By neglecting social safeguards and benefits-sharing, the CFTC misses a crucial opportunity to protect farmers, foresters, ranchers, and their communities from abusive practices such as conflicts of interest, misrepresentation, and exploitation.
What is benefits-sharing?
Benefits-sharing and social safeguards are essential to ensure that all stakeholders, including farmers, Indigenous Peoples, and rural communities directly affected by carbon credit projects, fully understand the terms of their involvement. They should be included in participatory processes and receive tangible benefits, ranging from shared revenue to enhanced livelihoods.
The revenue generated from carbon credit sales typically translates into community investments, such as upgrading critical infrastructure, expanding educational opportunities for youth, creating economically sustainable jobs, and offering training and capacity-building initiatives. Transparent contract terms are essential for facilitating participatory decision-making processes, which are integral to high-quality credits.
Emphasizing benefit-sharing provisions and transparent broker/intermediary fee structures is crucial, as these elements significantly impact the economics of carbon credits. Prioritizing these aspects fosters long-term emissions reductions and enhances community resilience.
Social safeguards: ‘must-haves’ for a high-integrity carbon market
To enhance market integrity: Clearly defined contract terms and transparent intermediary fee structures promote transparency, ensuring that farmers, ranchers, and foresters comprehend the contract’s terms and potential gains. This transparency can also enhance credibility. Crediting standards incorporating robust safeguards against displacement, exploitation, and unfair deals benefit local communities and shield credit buyers from reputational risk and greenwashing. Consequently, this enhances the attractiveness of investments for responsible buyers seeking ethical, credible, and transparent credits.
For equity and social justice: Equitably sharing benefits ensures that project developers are not the sole beneficiaries, building trust and fostering sustained engagement with local communities. Communities disproportionately impacted by climate change, often those least responsible, deserve a share in the benefits of emissions reductions. These benefits should prioritize community empowerment, allowing beneficiaries to have control over fund distribution for investing in development programs.

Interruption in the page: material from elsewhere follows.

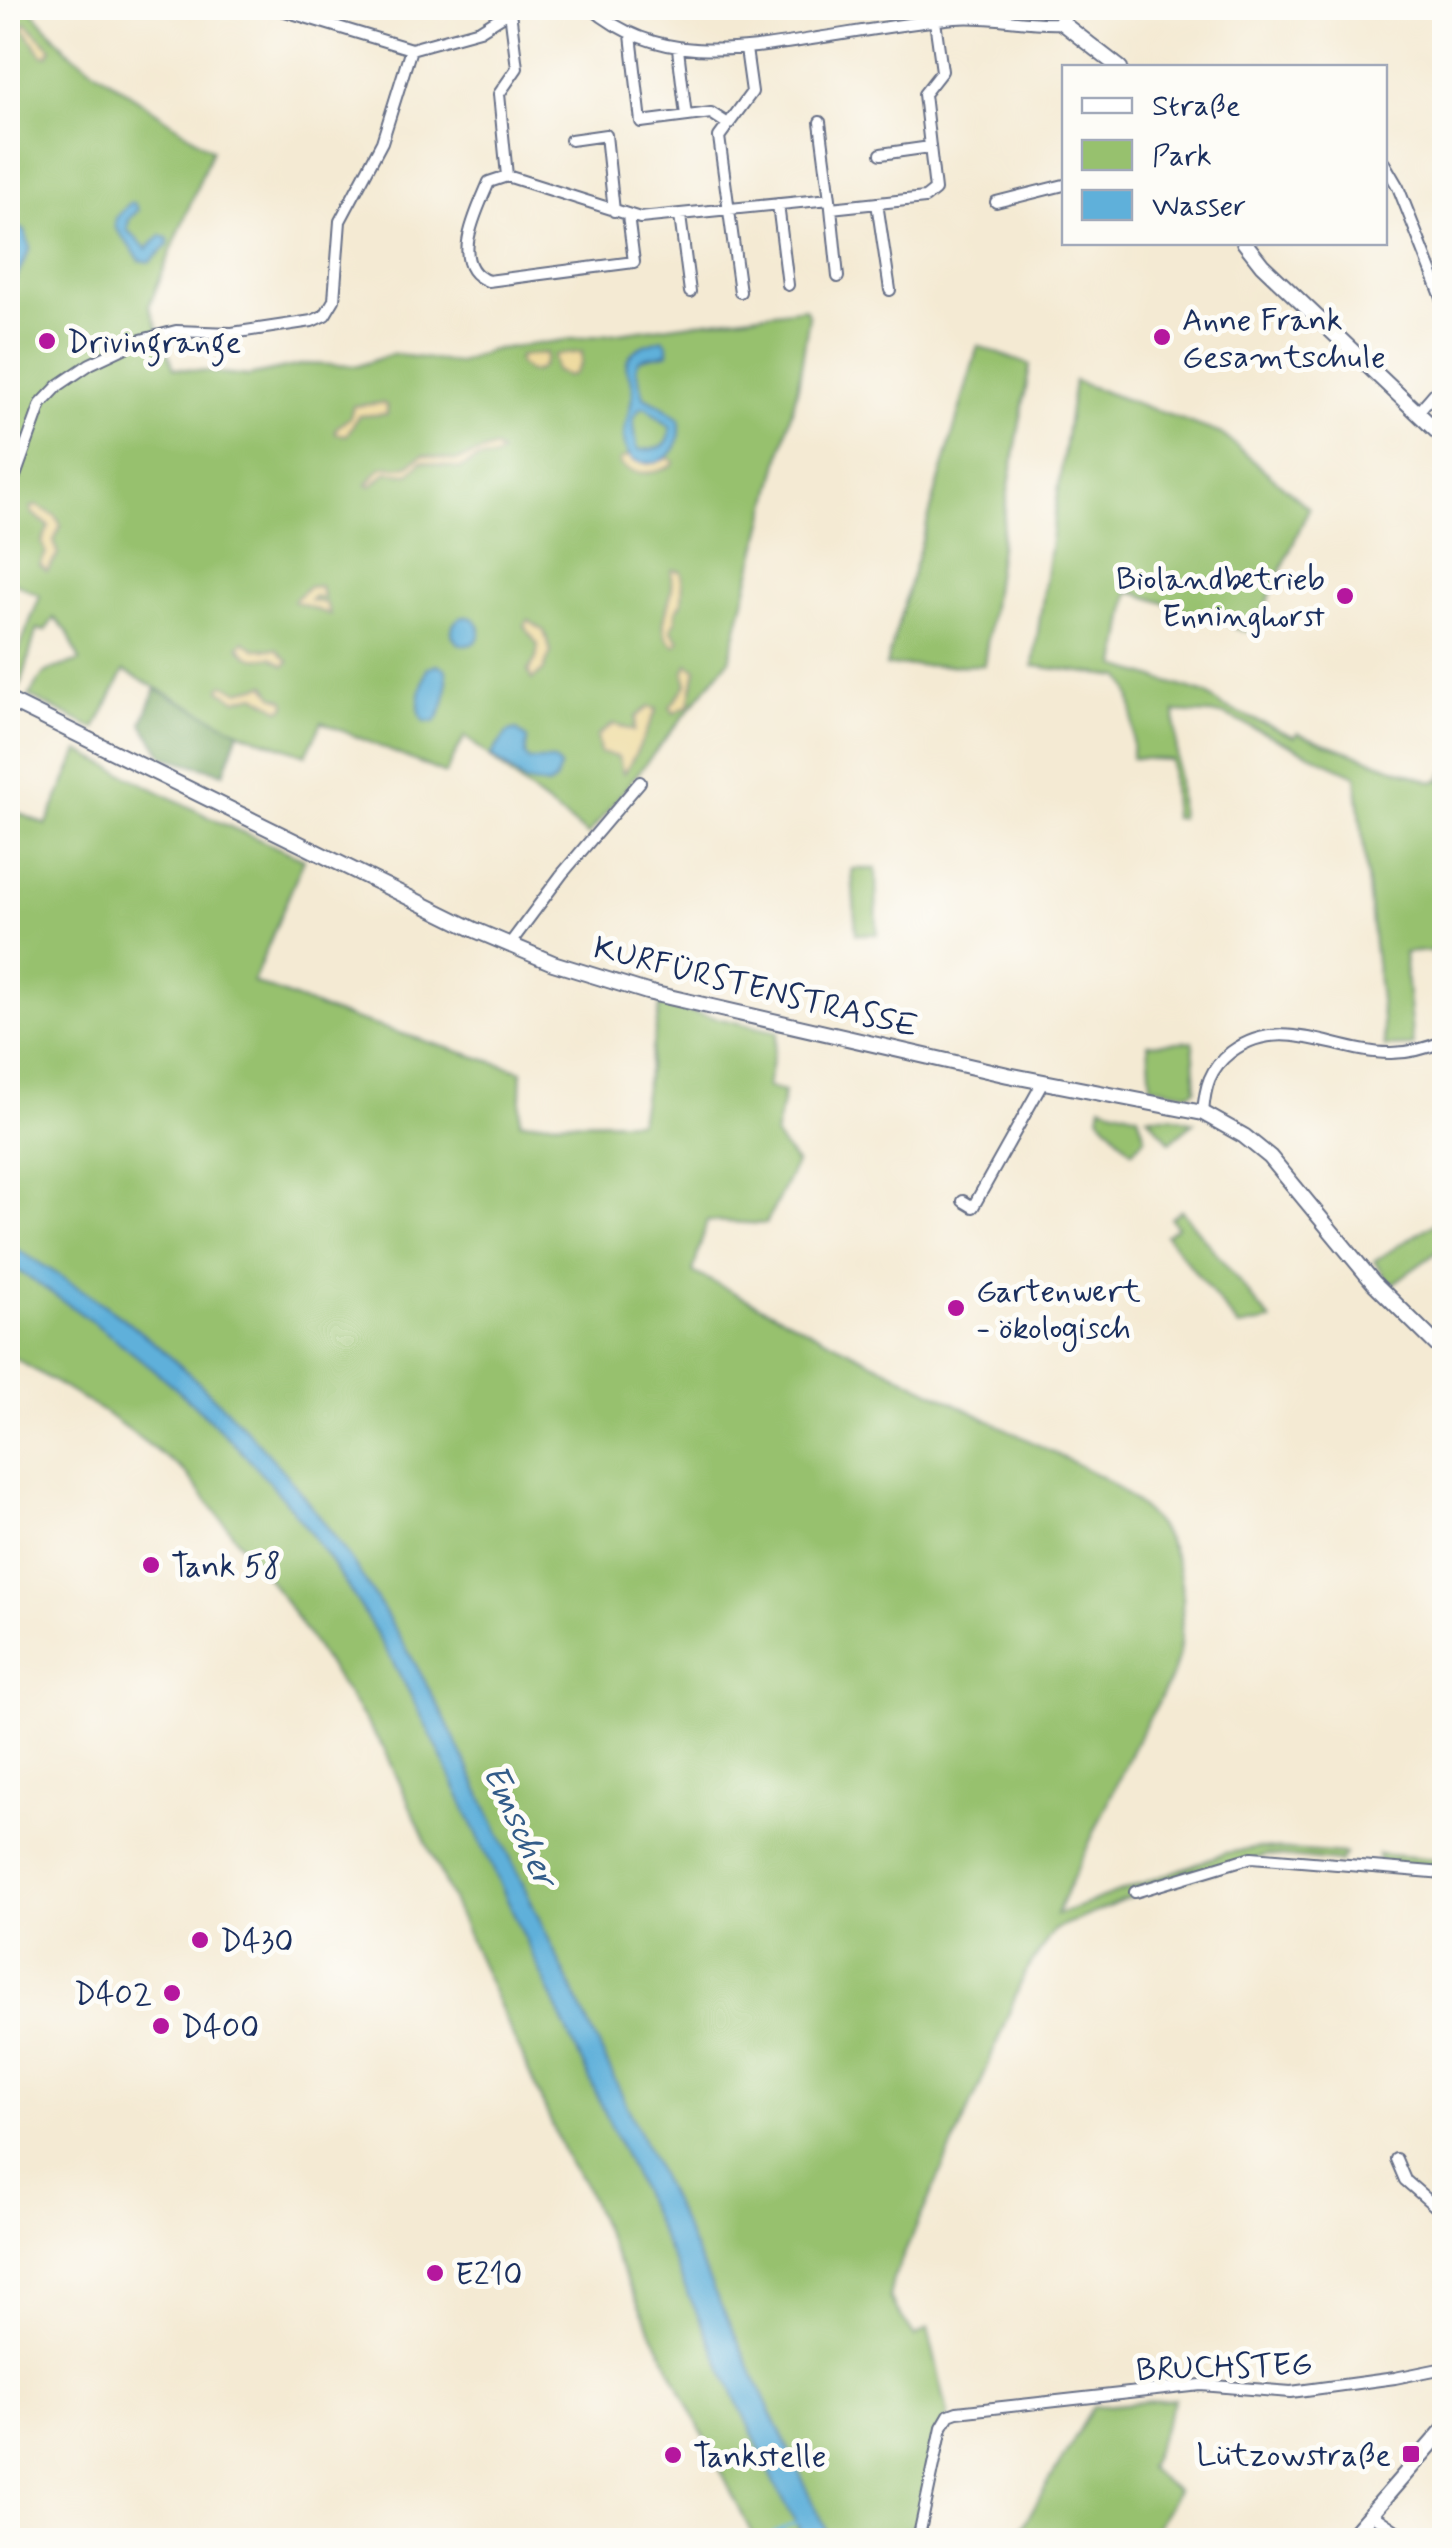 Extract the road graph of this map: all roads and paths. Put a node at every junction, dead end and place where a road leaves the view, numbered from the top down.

A pivotal moment for the carbon market and communities
The release of CFTC guidance comes at a pivotal moment for the voluntary carbon market. Despite growing interest, business leaders remain hesitant to deepen their investments due to the market’s lack of regulation and transparency requirements. Financial market regulators like the CFTC have a unique opportunity to rebuild trust and enhance the integrity of the voluntary carbon market.
It is imperative for the CFTC to incorporate regulatory language on safeguards and benefits-sharing in its proposed guidance. By clarifying expectations for market transparency and benefits-sharing, the CFTC can ensure that carbon credits in voluntary carbon markets fulfill their climate promises and contribute to a more just, equitable, and effective low-carbon future.